## Supplied entries
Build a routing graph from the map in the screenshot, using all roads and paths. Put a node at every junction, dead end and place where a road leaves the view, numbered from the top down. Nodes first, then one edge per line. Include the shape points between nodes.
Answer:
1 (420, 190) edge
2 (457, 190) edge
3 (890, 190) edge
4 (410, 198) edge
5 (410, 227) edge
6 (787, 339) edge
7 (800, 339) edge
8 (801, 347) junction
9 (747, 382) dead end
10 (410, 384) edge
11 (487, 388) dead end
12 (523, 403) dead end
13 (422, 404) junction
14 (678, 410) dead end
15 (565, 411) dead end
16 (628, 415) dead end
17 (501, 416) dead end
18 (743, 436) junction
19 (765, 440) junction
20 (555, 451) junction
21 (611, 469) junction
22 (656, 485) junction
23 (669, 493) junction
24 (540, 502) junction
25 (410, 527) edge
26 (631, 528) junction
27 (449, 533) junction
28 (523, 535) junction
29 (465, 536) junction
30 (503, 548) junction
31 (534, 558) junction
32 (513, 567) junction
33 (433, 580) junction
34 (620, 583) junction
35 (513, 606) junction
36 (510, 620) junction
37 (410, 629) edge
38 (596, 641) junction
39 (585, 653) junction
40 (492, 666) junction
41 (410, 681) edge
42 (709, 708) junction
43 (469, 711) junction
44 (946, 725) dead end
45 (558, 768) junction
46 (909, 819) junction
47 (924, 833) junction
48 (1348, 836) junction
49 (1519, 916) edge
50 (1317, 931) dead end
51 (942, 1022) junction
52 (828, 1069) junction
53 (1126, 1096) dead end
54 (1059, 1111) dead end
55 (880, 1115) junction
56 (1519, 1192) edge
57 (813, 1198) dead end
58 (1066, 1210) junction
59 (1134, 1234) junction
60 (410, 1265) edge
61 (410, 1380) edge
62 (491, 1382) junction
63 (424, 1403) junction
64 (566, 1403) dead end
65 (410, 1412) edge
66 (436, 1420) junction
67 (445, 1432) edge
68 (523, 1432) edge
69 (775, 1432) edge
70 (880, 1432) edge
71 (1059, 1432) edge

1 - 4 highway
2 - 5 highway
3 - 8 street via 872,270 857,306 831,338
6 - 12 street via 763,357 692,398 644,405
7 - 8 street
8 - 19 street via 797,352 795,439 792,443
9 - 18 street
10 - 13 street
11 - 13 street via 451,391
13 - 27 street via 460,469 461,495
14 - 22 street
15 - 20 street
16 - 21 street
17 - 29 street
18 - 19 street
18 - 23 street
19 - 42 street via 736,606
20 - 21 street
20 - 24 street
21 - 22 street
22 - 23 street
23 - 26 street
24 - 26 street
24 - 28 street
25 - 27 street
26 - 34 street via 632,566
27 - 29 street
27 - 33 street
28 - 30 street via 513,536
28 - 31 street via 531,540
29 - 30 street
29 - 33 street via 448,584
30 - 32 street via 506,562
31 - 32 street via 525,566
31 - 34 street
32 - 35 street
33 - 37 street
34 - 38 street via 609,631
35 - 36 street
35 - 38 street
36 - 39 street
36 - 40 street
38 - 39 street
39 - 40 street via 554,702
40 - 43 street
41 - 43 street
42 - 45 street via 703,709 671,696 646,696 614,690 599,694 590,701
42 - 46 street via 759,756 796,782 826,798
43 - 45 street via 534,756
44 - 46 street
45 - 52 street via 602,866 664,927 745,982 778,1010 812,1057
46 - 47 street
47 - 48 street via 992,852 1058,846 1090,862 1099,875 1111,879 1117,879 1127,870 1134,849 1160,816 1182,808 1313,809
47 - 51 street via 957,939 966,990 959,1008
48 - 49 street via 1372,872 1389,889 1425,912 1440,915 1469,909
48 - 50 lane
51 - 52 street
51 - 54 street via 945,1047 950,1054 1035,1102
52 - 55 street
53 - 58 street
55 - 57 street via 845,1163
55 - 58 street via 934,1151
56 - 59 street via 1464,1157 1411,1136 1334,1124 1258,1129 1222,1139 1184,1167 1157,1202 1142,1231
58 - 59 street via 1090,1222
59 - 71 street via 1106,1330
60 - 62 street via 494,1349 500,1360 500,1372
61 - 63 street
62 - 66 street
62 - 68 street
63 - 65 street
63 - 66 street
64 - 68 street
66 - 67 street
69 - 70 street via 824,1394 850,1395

## Task requirements
Exactly as they are written, print the entries again.

## Task response
Build a routing graph from the map in the screenshot, using all roads and paths. Put a node at every junction, dead end and place where a road leaves the view, numbered from the top down. Nodes first, then one edge per line. Include the shape points between nodes.
Answer:
1 (420, 190) edge
2 (457, 190) edge
3 (890, 190) edge
4 (410, 198) edge
5 (410, 227) edge
6 (787, 339) edge
7 (800, 339) edge
8 (801, 347) junction
9 (747, 382) dead end
10 (410, 384) edge
11 (487, 388) dead end
12 (523, 403) dead end
13 (422, 404) junction
14 (678, 410) dead end
15 (565, 411) dead end
16 (628, 415) dead end
17 (501, 416) dead end
18 (743, 436) junction
19 (765, 440) junction
20 (555, 451) junction
21 (611, 469) junction
22 (656, 485) junction
23 (669, 493) junction
24 (540, 502) junction
25 (410, 527) edge
26 (631, 528) junction
27 (449, 533) junction
28 (523, 535) junction
29 (465, 536) junction
30 (503, 548) junction
31 (534, 558) junction
32 (513, 567) junction
33 (433, 580) junction
34 (620, 583) junction
35 (513, 606) junction
36 (510, 620) junction
37 (410, 629) edge
38 (596, 641) junction
39 (585, 653) junction
40 (492, 666) junction
41 (410, 681) edge
42 (709, 708) junction
43 (469, 711) junction
44 (946, 725) dead end
45 (558, 768) junction
46 (909, 819) junction
47 (924, 833) junction
48 (1348, 836) junction
49 (1519, 916) edge
50 (1317, 931) dead end
51 (942, 1022) junction
52 (828, 1069) junction
53 (1126, 1096) dead end
54 (1059, 1111) dead end
55 (880, 1115) junction
56 (1519, 1192) edge
57 (813, 1198) dead end
58 (1066, 1210) junction
59 (1134, 1234) junction
60 (410, 1265) edge
61 (410, 1380) edge
62 (491, 1382) junction
63 (424, 1403) junction
64 (566, 1403) dead end
65 (410, 1412) edge
66 (436, 1420) junction
67 (445, 1432) edge
68 (523, 1432) edge
69 (775, 1432) edge
70 (880, 1432) edge
71 (1059, 1432) edge

1 - 4 highway
2 - 5 highway
3 - 8 street via 872,270 857,306 831,338
6 - 12 street via 763,357 692,398 644,405
7 - 8 street
8 - 19 street via 797,352 795,439 792,443
9 - 18 street
10 - 13 street
11 - 13 street via 451,391
13 - 27 street via 460,469 461,495
14 - 22 street
15 - 20 street
16 - 21 street
17 - 29 street
18 - 19 street
18 - 23 street
19 - 42 street via 736,606
20 - 21 street
20 - 24 street
21 - 22 street
22 - 23 street
23 - 26 street
24 - 26 street
24 - 28 street
25 - 27 street
26 - 34 street via 632,566
27 - 29 street
27 - 33 street
28 - 30 street via 513,536
28 - 31 street via 531,540
29 - 30 street
29 - 33 street via 448,584
30 - 32 street via 506,562
31 - 32 street via 525,566
31 - 34 street
32 - 35 street
33 - 37 street
34 - 38 street via 609,631
35 - 36 street
35 - 38 street
36 - 39 street
36 - 40 street
38 - 39 street
39 - 40 street via 554,702
40 - 43 street
41 - 43 street
42 - 45 street via 703,709 671,696 646,696 614,690 599,694 590,701
42 - 46 street via 759,756 796,782 826,798
43 - 45 street via 534,756
44 - 46 street
45 - 52 street via 602,866 664,927 745,982 778,1010 812,1057
46 - 47 street
47 - 48 street via 992,852 1058,846 1090,862 1099,875 1111,879 1117,879 1127,870 1134,849 1160,816 1182,808 1313,809
47 - 51 street via 957,939 966,990 959,1008
48 - 49 street via 1372,872 1389,889 1425,912 1440,915 1469,909
48 - 50 lane
51 - 52 street
51 - 54 street via 945,1047 950,1054 1035,1102
52 - 55 street
53 - 58 street
55 - 57 street via 845,1163
55 - 58 street via 934,1151
56 - 59 street via 1464,1157 1411,1136 1334,1124 1258,1129 1222,1139 1184,1167 1157,1202 1142,1231
58 - 59 street via 1090,1222
59 - 71 street via 1106,1330
60 - 62 street via 494,1349 500,1360 500,1372
61 - 63 street
62 - 66 street
62 - 68 street
63 - 65 street
63 - 66 street
64 - 68 street
66 - 67 street
69 - 70 street via 824,1394 850,1395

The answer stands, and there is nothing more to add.